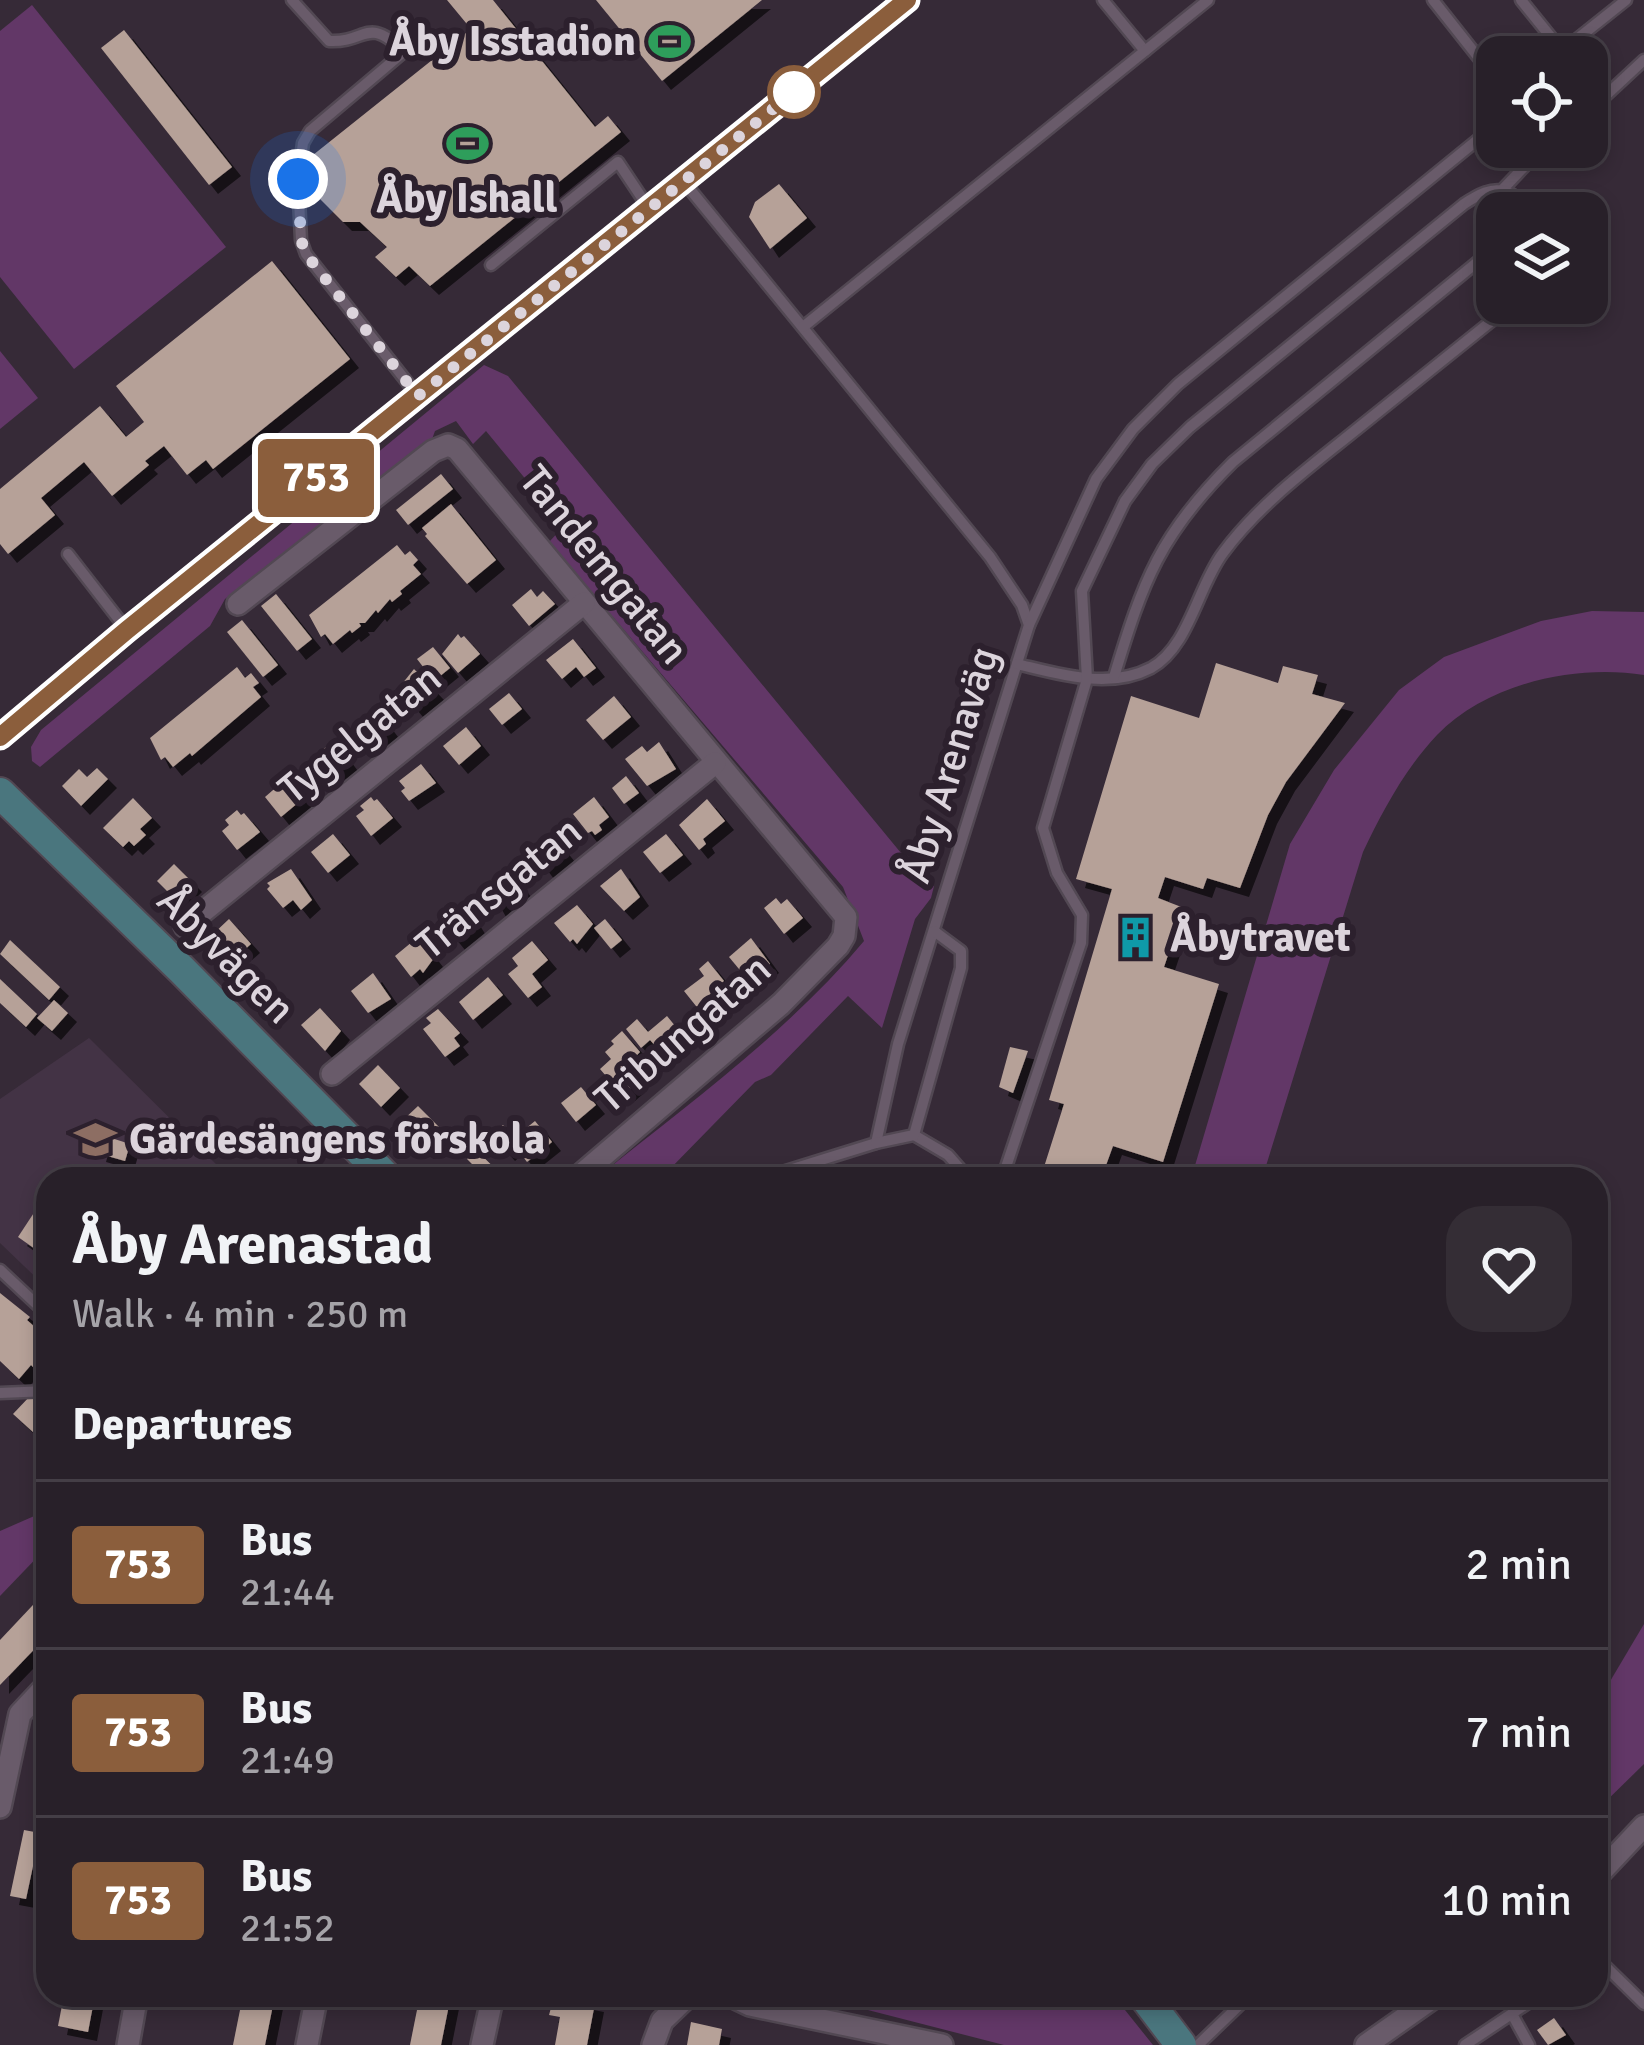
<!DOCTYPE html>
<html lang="en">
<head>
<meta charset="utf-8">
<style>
	:root { --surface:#282029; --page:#342d35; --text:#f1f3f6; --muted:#a5a3a8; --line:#443e46 }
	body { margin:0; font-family:Signika,sans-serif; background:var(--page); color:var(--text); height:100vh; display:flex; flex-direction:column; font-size:45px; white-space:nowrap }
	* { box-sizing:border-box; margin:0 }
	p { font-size:39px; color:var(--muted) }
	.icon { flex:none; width:66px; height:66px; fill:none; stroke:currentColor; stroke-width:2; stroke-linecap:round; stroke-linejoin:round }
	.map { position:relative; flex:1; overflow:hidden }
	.details { position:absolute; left:36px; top:1167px; width:1572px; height:840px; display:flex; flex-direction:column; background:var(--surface); border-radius:36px; box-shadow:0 6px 18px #0003,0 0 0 3px var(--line) }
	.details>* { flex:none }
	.badge { padding:0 24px; border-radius:9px; font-size:42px; line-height:78px }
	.tools { position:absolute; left:1476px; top:36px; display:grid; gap:24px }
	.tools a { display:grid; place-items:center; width:132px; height:132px; border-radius:24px; background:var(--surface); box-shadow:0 6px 18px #0003,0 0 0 3px var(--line); font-size:60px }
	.you { position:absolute; width:60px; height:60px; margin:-30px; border:9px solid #fff; border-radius:50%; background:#1a73e8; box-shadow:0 0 0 18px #1a73e833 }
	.map>.badge { position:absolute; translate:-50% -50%; box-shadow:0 0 0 6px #fff }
	h2 { padding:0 36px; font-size:45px; line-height:108px }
	.round { display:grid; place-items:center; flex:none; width:126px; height:126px; border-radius:36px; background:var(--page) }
	.summary { display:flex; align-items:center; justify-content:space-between; height:204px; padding:0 36px }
	h1 { font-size:57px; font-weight:700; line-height:90px }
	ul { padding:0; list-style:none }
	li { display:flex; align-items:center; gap:36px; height:168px; padding:0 36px; border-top:3px solid var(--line) }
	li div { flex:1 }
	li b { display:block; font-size:45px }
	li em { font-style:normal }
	li .badge { min-width:132px; font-weight:700; text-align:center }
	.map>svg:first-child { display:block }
</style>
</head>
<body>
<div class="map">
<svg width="1644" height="2045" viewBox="0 0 1644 2045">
	<defs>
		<filter id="shadow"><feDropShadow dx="9" dy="9" stdDeviation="0" flood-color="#0009"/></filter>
	</defs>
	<rect width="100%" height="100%" fill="#362a37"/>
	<polygon fill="#433345" points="89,1038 231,1179 48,1179 48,1289 0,1243 0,1099"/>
	<g fill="#623767">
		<polygon points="32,5 226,247 74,369 0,277 0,31"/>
		<polygon points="0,351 38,398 0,429"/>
		<path d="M484,365L508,376L901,853L917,880L934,886L931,898L915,919L882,1028L848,996L771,1075L755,1082L666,1173L661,1168L651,1179H595C688,1104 787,1033 864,941L843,887L549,542L564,526L486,431L473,444L456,421L435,431L431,442L225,599L210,626L40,767L32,761L31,747L41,730Z"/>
		<path d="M1592,611L1644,612V675C1576,664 1487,683 1437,735C1405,769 1383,810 1363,852L1262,1179H1191L1290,844L1334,770L1399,690L1444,657L1541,621Z"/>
		<polygon points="48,1510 48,1546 0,1596 0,1531"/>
		<polygon points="1644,1624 1644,1764 1596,1811 1596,1705"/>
		<polygon points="768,1995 1113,1995 1153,2045 1004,2045 829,2000"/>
	</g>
	<g fill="#b6a198" filter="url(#shadow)">
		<polygon points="447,0 493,0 595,127 608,116 621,132 430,286 409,266 396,277 375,257 387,247 360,222 343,222 320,199 323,188 307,170 317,161 313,155 471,29"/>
		<polygon points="596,0 762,0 662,81"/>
		<polygon points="124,30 232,167 209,185 101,48"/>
		<polygon points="779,184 807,218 770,249 749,217 755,202"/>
		<polygon points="272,261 350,359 213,469 206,460 187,475 164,446 145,461 149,465 112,496 84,462 41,498 55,515 8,554 0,544 0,489 100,406 126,437 144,422 116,386"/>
		<polygon points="441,474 453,489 408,525 396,510"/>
		<polygon points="451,504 496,560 467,584 425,536 427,534 422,528"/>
		<polygon points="397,545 405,555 410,551 418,560 413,565 421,574 400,591 402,594 392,602 390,599 378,613 376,610 365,623 359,623 361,626 352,633 350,630 333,644 325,634 321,637 309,615"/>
		<polygon points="531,589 537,597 543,591 555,604 529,626 512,605"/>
		<polygon points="276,594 312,639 297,651 261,606"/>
		<polygon points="242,620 278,665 263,677 227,632"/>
		<polygon points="458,634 461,638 464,636 480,654 458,673 442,654"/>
		<polygon points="573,639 596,668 584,677 576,667 562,679 546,660"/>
		<polygon points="433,647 450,668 434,681 417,659"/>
		<polygon points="1216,663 1278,683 1283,666 1318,675 1312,694 1345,703 1286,782 1268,815 1240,888 1207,878 1203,889 1165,877 1158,898 1184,908 1164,967 1219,984 1163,1162 1113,1146 1101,1179 1032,1179 1036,1164 1044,1167 1064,1104 1049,1100 1112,889 1076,879 1131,696 1199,718"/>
		<polygon points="237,667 245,678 251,673 259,683 253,687 261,697 192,756 190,753 173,767 165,757 161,760 150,738"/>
		<polygon points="414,669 435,691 414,708 398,689"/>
		<polygon points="509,693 522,709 502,725 489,709"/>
		<polygon points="614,696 631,717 603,740 586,720"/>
		<polygon points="377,712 389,728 373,748 355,731"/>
		<polygon points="466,727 481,746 459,765 443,746"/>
		<polygon points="333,741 349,762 329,778 313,758"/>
		<polygon points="659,742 676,769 647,786 625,759 642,746 647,752"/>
		<polygon points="421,764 436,783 409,801 401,791 405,788 399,781"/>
		<polygon points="97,768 108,779 81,806 62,786 79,769 87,777"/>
		<polygon points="626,776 639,793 624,804 612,788"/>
		<polygon points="288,777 305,797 281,817 265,797"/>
		<polygon points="371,797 374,801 377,799 393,818 371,836 356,816 364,810 360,806"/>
		<polygon points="594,797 609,817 599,825 602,830 595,835 592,831 588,833 573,814"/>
		<polygon points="133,798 152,818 140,829 146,835 134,846 129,841 123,847 103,828"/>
		<polygon points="707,799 725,821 703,839 706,844 699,850 679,825"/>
		<polygon points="237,810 241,815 244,813 260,832 237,850 222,831 229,825 225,820"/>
		<polygon points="550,833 566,853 557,864 545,870 530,850"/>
		<polygon points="333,834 350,855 328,873 311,852"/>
		<polygon points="666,834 683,855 660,873 643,852"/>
		<polygon points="174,864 193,883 176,900 157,881"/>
		<polygon points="507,868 522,888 497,908 485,886"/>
		<polygon points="291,869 312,900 301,910 293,900 283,908 267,889 270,886 267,883"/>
		<polygon points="621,869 640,897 624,911 600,886"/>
		<polygon points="776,898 781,904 787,899 803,918 784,934 764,908"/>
		<polygon points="462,902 478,928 456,941 439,920"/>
		<polygon points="577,905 593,924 577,944 573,939 570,942 554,923"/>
		<polygon points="229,919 251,944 243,951 238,947 231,955 211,936"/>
		<polygon points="605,919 622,940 611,949 594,928"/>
		<polygon points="418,937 434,958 423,973 420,969 411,977 395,956"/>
		<polygon points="751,938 770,964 749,981 729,957"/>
		<polygon points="10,940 60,987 49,1000 0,954"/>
		<polygon points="532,941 548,960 532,974 542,987 528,998 508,974 518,966 512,958"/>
		<polygon points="708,961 724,981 717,987 726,998 720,1003 723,1007 704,1016 684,991 704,976 699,969"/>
		<polygon points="373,973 391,999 368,1013 351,991"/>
		<polygon points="488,977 503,995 473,1020 459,1002"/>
		<polygon points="0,979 37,1014 26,1027 0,1003"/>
		<polygon points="54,1000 68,1013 52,1031 37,1018"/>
		<polygon points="320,1008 341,1031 325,1051 301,1025"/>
		<polygon points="438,1009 460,1033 454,1038 460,1046 445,1057 423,1029 431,1023 426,1018"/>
		<polygon points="667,1016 685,1038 670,1050 667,1046 661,1052 650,1040 641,1048 626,1029 637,1019 648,1032"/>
		<polygon points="622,1031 640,1052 631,1061 638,1070 629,1078 634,1085 626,1092 620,1085 617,1089 600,1069 611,1059 605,1052 614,1044 611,1041"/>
		<polygon points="1010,1047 1028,1051 1013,1093 999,1087"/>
		<polygon points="378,1065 400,1088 381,1107 359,1084"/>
		<polygon points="581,1087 596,1105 576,1122 561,1103"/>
		<polygon points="418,1106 444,1132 425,1150 401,1122"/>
		<polygon points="535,1121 552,1142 527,1162 514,1145 506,1152 491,1135 503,1125 514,1138"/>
		<polygon points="102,1135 130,1144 125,1161 97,1153"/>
		<polygon points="476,1150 506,1179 472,1179 479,1171 467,1159"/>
		<polygon points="43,1199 48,1202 48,1258 18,1237"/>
		<polygon points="0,1293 30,1317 27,1320 48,1339 48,1359 37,1371 31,1365 19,1379 0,1361"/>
		<polygon points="31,1395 48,1411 33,1432 13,1414"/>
		<polygon points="48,1589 48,1635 0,1685 0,1640"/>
		<polygon points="24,1830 40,1833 26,1899 10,1896"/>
		<polygon points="64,1995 95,1995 88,2032 58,2026"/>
		<polygon points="243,1995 275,1995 265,2045 233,2045"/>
		<polygon points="420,1995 451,1995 441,2045 410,2045"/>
		<polygon points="564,1997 595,2003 587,2045 555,2045 560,2017 549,2015 552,2004 563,2006"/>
		<polygon points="1554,2018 1566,2035 1548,2045 1537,2030"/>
		<polygon points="691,2022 722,2029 719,2045 687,2045"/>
	</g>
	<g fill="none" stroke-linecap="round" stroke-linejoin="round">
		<defs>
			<g id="lane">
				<path d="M292,0L329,41C368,43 365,15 404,51"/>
				<polyline points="1103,0 1145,51"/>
				<polyline points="1433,0 1497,81"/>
				<polyline points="1521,0 1567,57"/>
				<polyline points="1562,51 1626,0"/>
				<polyline points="1587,82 1602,102"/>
				<polyline points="1587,113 1644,60"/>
				<polyline points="684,182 990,557 1022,605 1029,625 898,1044 876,1143 760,1179"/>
				<polyline points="1503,189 1543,147"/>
				<polyline points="491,265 618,162 648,207"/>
				<polyline points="803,327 1208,0"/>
				<polyline points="418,396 306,254 301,240 298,179 303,143 310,131 419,39"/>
				<polyline points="68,554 127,630"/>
				<polyline points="1029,625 1096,479 1133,429 1178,384 1497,124"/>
				<path d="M1017,664C1059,674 1109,690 1151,668C1189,647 1198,586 1223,553C1259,504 1310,467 1357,429C1409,387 1462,345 1514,303"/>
				<path d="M1114,677C1143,581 1160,534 1233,462L1497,246"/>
				<polyline points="914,1135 948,1155 969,1179"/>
				<polyline points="876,1143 914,1135 961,968 961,951 934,931"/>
				<path d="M1002,1179L1081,943L1082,915L1057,873L1043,828L1087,679L1082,591L1125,501L1152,464L1190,427L1464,204C1497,182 1507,187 1535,213"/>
				<polyline points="0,1270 48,1315"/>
				<polyline points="0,1393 48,1391"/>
				<polyline points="1596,1957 1644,2004"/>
				<polyline points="1512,2014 1529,2045"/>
				<polyline points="1198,2045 1250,1995"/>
				<polyline points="1465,2045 1540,1995"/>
			</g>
			<g id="street">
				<polyline points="238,604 433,451 448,445 457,449 846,917 844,936 838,946 781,1004 576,1179"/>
				<polyline points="0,737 127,630 907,0"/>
				<polyline points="185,926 584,603"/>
				<polyline points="332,1074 715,763"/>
				<polyline points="0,1807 20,1714 48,1684"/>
				<polyline points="1596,1877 1644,1826"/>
				<polyline points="729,1995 750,2005 942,2045"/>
				<polyline points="128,2045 137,1995"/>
				<polyline points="307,2045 317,1995"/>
				<polyline points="482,2045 493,1995"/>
				<polyline points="653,2045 662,2021 689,1995"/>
				<polyline points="1366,2045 1437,1995"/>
			</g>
			<g id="secondary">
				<polyline points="0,793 182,970 388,1179"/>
				<polyline points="1143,1995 1181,2045"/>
			</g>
		</defs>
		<use href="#lane" stroke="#524853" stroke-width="15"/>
		<use href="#street" stroke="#524853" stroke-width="26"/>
		<use href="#secondary" stroke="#524853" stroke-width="34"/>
		<use href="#lane" stroke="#695b6a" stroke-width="10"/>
		<use href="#street" stroke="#695b6a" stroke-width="21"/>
		<use href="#secondary" stroke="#4a767e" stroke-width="30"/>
	</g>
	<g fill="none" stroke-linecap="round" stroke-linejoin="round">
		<defs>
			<polyline id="line" points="0,737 127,630 907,0"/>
		</defs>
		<use href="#line" stroke="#fff" stroke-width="27"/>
		<use href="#line" stroke="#8b5e3c" stroke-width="18"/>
		<polyline stroke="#dcd4dc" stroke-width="12" stroke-dasharray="0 21.6" points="298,179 301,240 306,254 418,396 794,92"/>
	</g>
	<defs>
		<symbol id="stadium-bare" viewBox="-9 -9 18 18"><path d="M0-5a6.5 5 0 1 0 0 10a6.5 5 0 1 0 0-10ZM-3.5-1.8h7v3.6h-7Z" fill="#2e9e5b" stroke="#2c202d" stroke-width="2.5" paint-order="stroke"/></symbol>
		<symbol id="building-bare" viewBox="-9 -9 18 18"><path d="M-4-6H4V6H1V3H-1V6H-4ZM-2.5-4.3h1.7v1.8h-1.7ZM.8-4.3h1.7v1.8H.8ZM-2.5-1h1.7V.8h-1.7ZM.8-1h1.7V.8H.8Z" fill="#0f9aa8" stroke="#2c202d" stroke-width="2.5" paint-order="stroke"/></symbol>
		<symbol id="school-bare" viewBox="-9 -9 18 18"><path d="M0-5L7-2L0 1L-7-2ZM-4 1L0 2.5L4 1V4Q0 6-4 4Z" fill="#8d6e63" stroke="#2c202d" stroke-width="2.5" paint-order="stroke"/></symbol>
	</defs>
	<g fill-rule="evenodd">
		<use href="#stadium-bare" x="640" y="12" width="59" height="59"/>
		<use href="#stadium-bare" x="438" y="114" width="59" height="59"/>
		<use href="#building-bare" x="1106" y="908" width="59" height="59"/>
		<use href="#school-bare" x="66" y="1110" width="59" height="59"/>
	</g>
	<circle fill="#fff" stroke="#8b5e3c" stroke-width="6" cx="794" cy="92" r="24"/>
	<g text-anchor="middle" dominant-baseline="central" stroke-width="12" stroke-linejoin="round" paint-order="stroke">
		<g font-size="42" font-weight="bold" fill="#dcd4dc" stroke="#2c202d" text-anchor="start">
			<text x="636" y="41" text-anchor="end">Åby Isstadion</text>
			<text x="467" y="198" text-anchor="middle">Åby Ishall</text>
			<text x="1170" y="937">Åbytravet</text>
			<text x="129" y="1139">Gärdesängens förskola</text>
		</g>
		<g font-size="42" fill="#dcd4dc" stroke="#2c202d">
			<text transform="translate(604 565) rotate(51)">Tandemgatan</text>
			<text transform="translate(360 734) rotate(-39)">Tygelgatan</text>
			<text transform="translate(950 765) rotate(-73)">Åby Arenaväg</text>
			<text transform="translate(499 888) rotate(-39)">Tränsgatan</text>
			<text transform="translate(226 955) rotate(45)">Åbyvägen</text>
			<text transform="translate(683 1034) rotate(-41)">Tribungatan</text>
		</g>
	</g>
</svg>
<div class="tools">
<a><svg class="icon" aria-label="locate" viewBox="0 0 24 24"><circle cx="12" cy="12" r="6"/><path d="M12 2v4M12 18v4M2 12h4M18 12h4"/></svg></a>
<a><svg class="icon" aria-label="layers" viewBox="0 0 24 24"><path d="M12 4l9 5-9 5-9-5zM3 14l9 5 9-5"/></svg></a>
</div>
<div class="you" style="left:298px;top:179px"></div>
<b class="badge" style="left:316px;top:478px;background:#8b5e3c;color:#fff">753</b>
<section class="details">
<div class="summary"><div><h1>Åby Arenastad</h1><p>Walk · 4 min · 250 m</p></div><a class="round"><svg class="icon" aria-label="heart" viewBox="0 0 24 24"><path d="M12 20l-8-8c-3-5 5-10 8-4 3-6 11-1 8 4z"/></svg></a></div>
<h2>Departures</h2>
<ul>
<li><span class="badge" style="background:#8b5e3c;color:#fff">753</span><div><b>Bus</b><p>21:44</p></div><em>2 min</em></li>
<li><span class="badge" style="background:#8b5e3c;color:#fff">753</span><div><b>Bus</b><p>21:49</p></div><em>7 min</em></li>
<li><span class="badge" style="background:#8b5e3c;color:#fff">753</span><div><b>Bus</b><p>21:52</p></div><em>10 min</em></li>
</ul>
</section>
</div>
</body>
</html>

• [PROBLEM DETAILS]: Nothing but a number is required: the number of lines in the material holding the string "solid".

• [OUTPUT OF THE TASK]: 2